(Beginning of DATASET CONTENT)

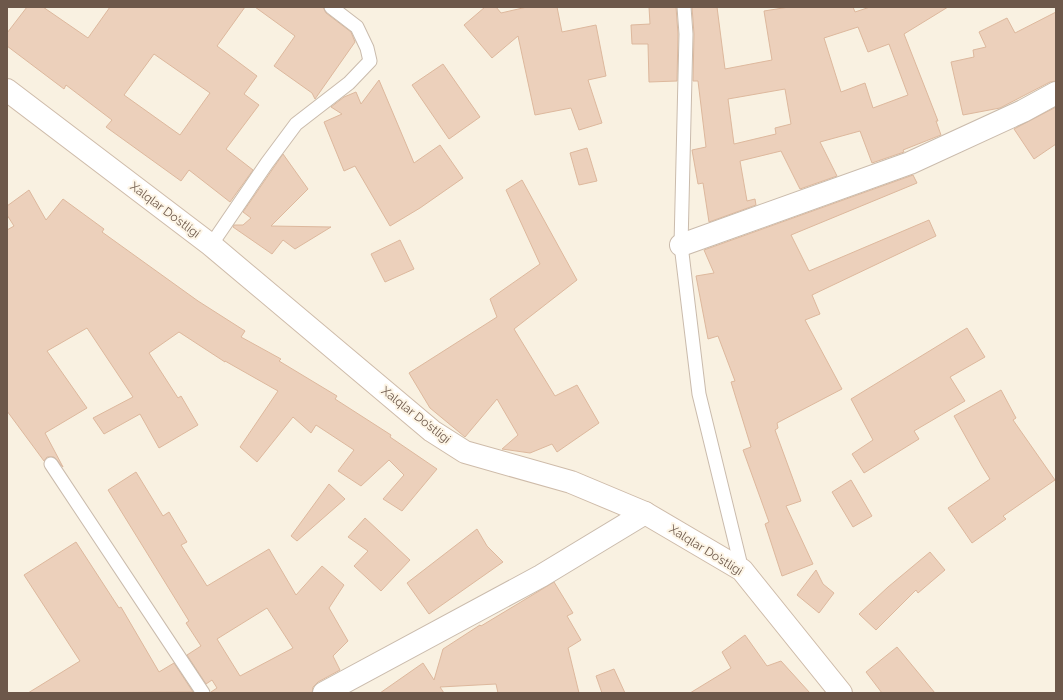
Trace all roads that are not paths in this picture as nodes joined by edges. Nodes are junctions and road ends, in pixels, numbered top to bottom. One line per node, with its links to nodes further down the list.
1 (331, 7): 5 (lane)
2 (684, 7): 6 (lane)
3 (7, 90): 5 (main road, Xalqlar Do’stligi)
4 (1056, 93): 6 (main road)
5 (211, 245): 8 (main road, Xalqlar Do’stligi)
6 (682, 245): 9 (lane)
7 (51, 464): 10 (lane)
8 (645, 513): 9 (main road, Xalqlar Do’stligi); 11 (main road)
9 (742, 570): 12 (main road, Xalqlar Do’stligi)
10 (203, 693)
11 (324, 693)
12 (841, 693)

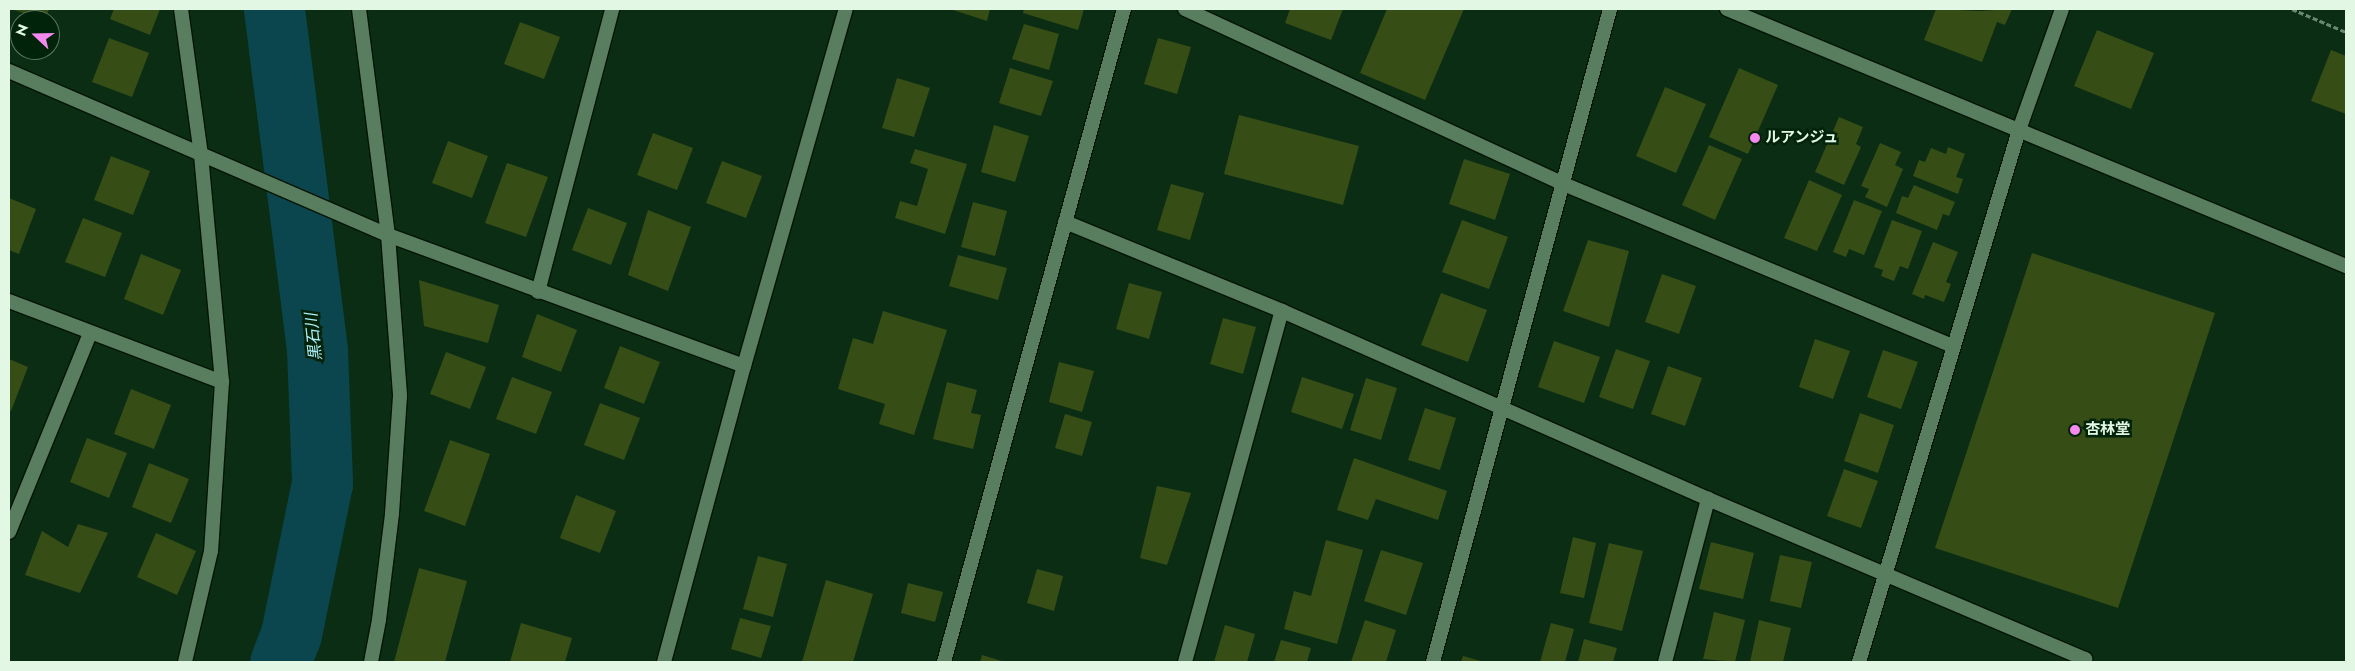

(End of DATASET CONTENT)

◆ PROBLEM TO WORK ON ◆
All entries above, minus the pictures, should be repeated exactly.

◆ ANSWER FOR THE TASK ◆
Trace all roads that are not paths in this picture as nodes joined by edges. Nodes are junctions and road ends, in pixels, numbered top to bottom. One line per node, with its links to nodes further down the list.
1 (331, 7): 5 (lane)
2 (684, 7): 6 (lane)
3 (7, 90): 5 (main road, Xalqlar Do’stligi)
4 (1056, 93): 6 (main road)
5 (211, 245): 8 (main road, Xalqlar Do’stligi)
6 (682, 245): 9 (lane)
7 (51, 464): 10 (lane)
8 (645, 513): 9 (main road, Xalqlar Do’stligi); 11 (main road)
9 (742, 570): 12 (main road, Xalqlar Do’stligi)
10 (203, 693)
11 (324, 693)
12 (841, 693)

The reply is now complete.